Hamar. Oh, he is a very good fellow—we all know that, but in polite society—!
Tjaelde. Hm, hm, hm!—Put him down!
Hamar (writing). Jakobsen. There, then! (Gets up.)
Tjaelde. Now let Skogstad go with the list! Remember, three o'clock punctually! And be quick! (Calls after HAMAR, who is going out.) And come back when you have given him the list! There may be something more to do! (HAMAR goes out by the nearer door. TJAELDE takes a letter out of his pocket.) Ah, of course! Shall I send the balance-sheet to Berent? I am independent of the banks now. Still, I am not out of the wood yet. And, anyway, it is a very pretty balance-sheet! Holst would be sure to see it, and that might be useful—and it might annoy him, too. Besides, if I don't send it, they will think that my promising to send it had put me into a hole, and that Lind had helped me out of it. I risk least by sending it. (HAMAR comes back.) Look here, let him take this letter, too. It is for Mr. Berent, at the Hotel Victoria.
Hamar. Is this an invitation?

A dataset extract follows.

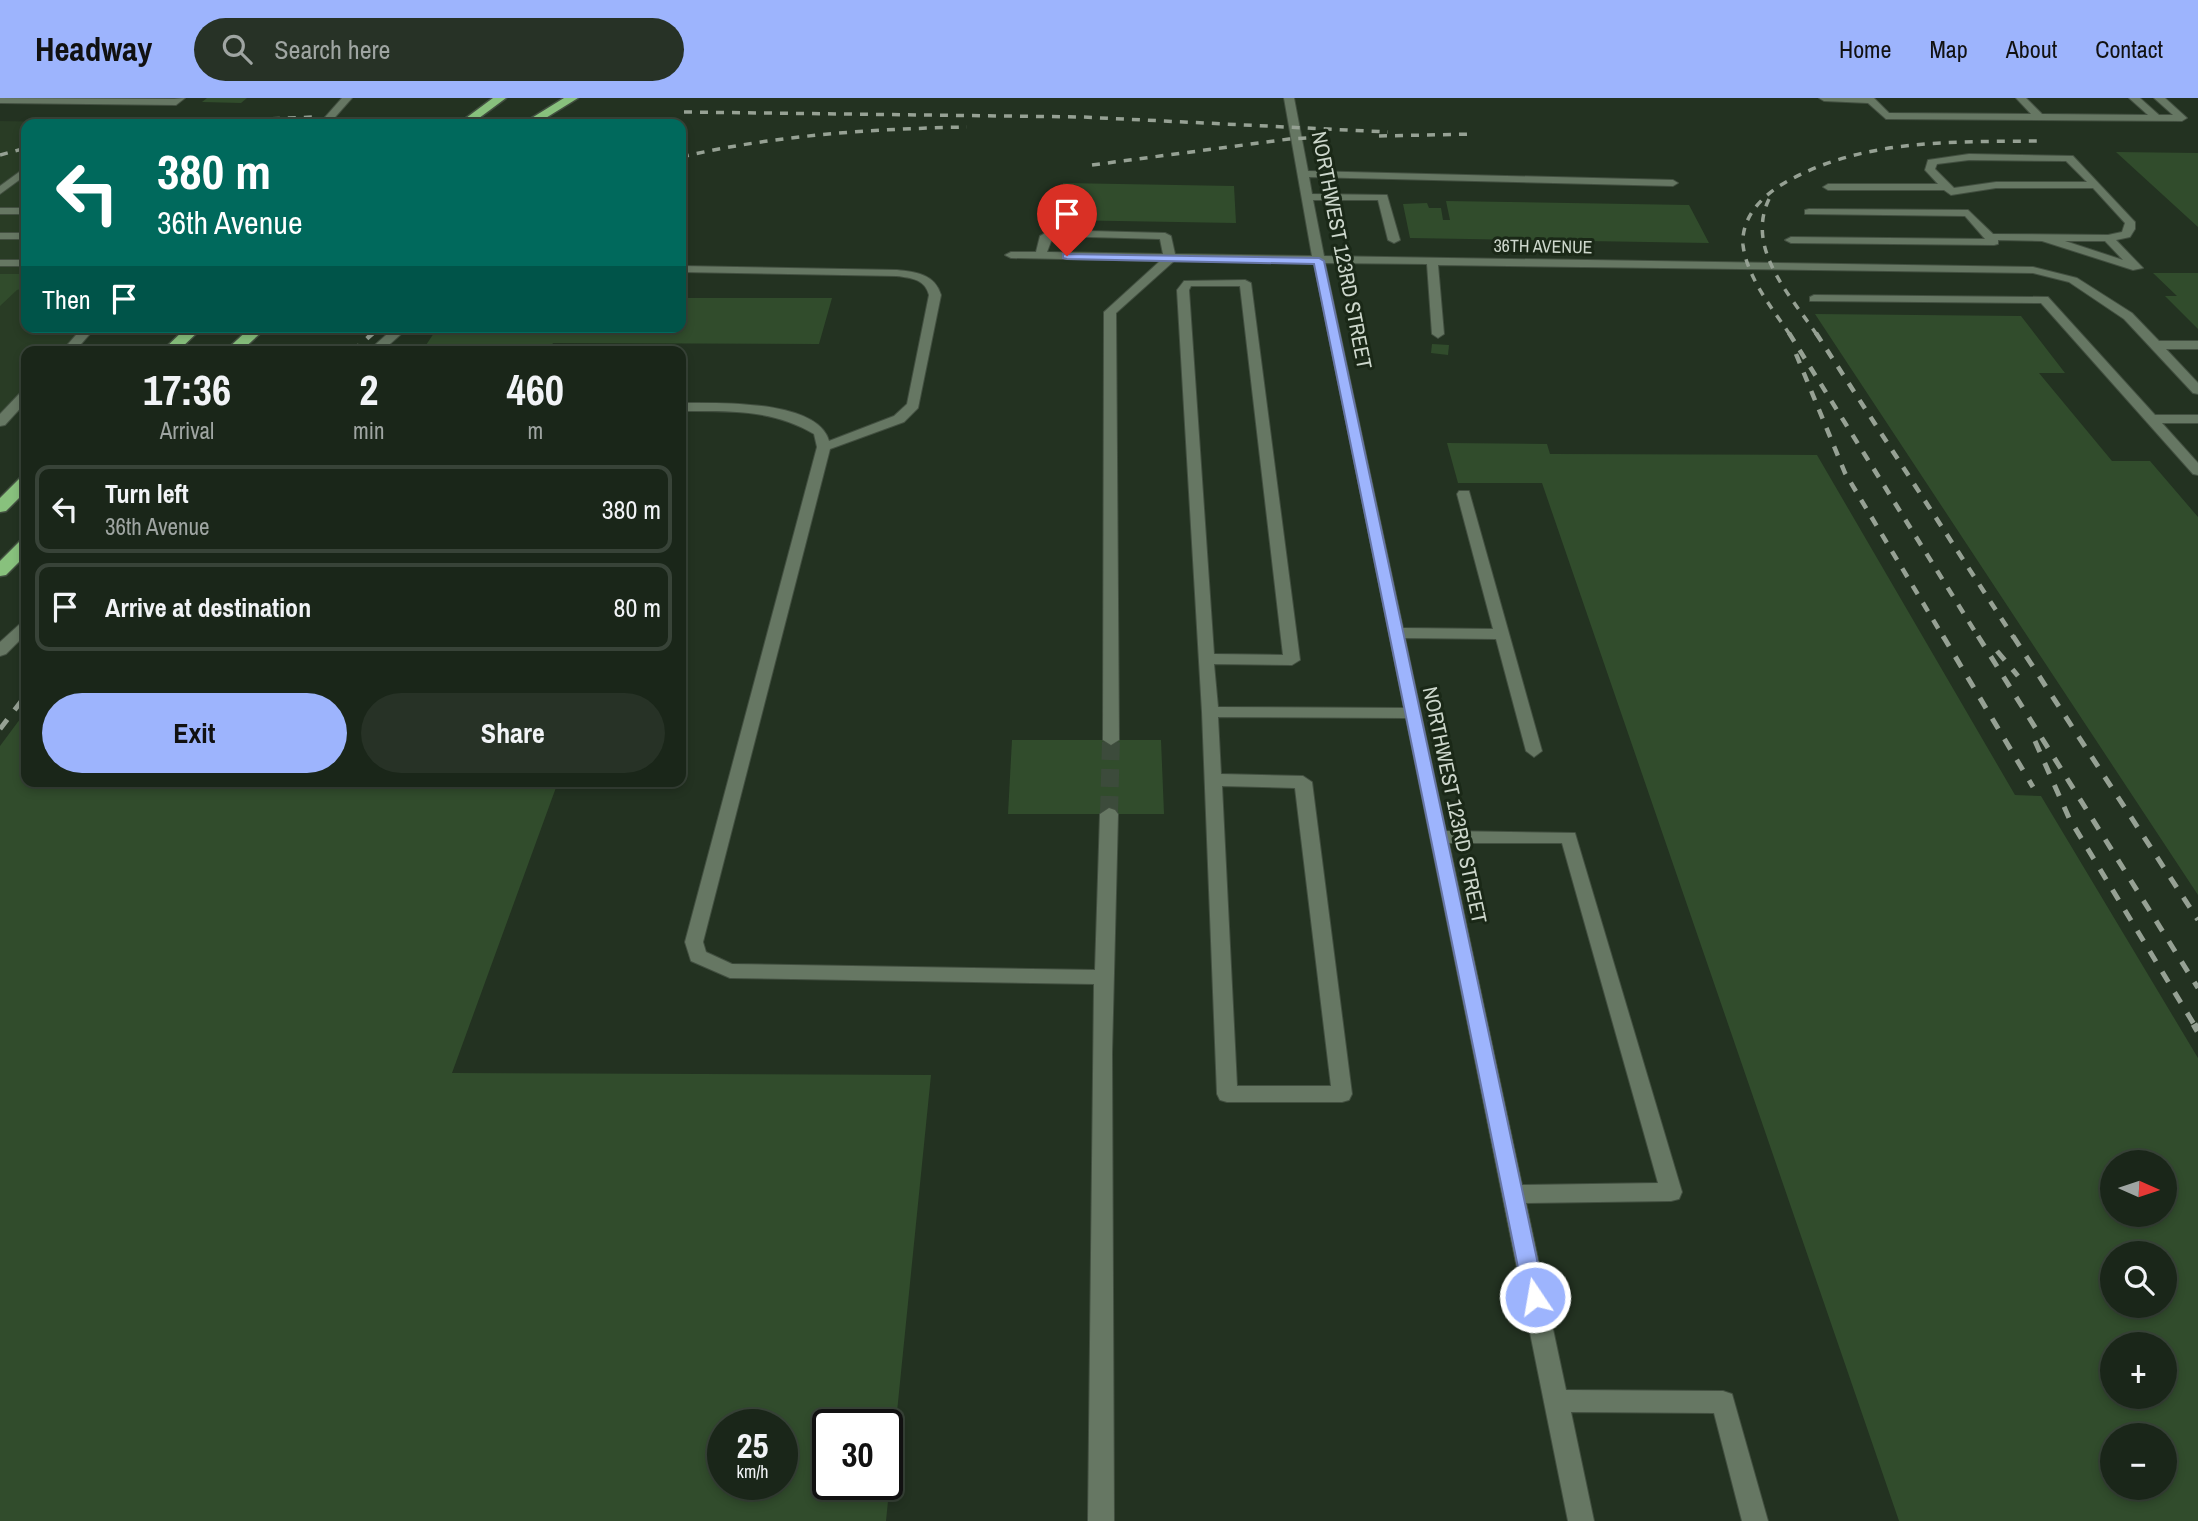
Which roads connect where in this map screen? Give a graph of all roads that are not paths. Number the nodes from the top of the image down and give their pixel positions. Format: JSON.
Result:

Because, if it is, we shall be thirteen at table.
Tjaelde. It is not an invitation. Be quick, before he goes. (HAMAR goes out again.) Oh, if only it succeeds! Lind is the sort of man one can persuade—and I must, I must persuade him! (Looks at his watch.) I have four whole hours to do it in. I have never felt so hopeful—not for a long time. (Is lost in thought; then says quietly:) After all, sometimes a crisis is a good thing—like a big wave that carries one on!—They have all had their suspicions aroused now, and are all ready to get into a panic. (Sighs.) If only I could get safely out of my difficulties without any one's suspecting it!—Oh, this anxious fear, night and day!—all this mystery, these shifts, these concealments, this farce I have to keep up! I go about my business as if I were in a dream. (Despairingly.) This shall be the last time—my last performance of this sort! No more of it!—I only need a helping hand now, and I have got it! But have I got it? that is the question. Oh! if only, after this, I could know what it was to have a good night's sleep and to wake in the morning free from anxiety!—to join them at meals with an easy conscience!—come home in the evening and feel that it was all done with! If only I had something to take my stand upon that I could call my own—really and truly my own! I hardly dare to believe that there is a chance—I have so often been disappointed! (HAMAR comes back.)
Hamar. There—that's done!
Tjaelde. Good Lord, what about a salute from our cannon? We must give him a salute!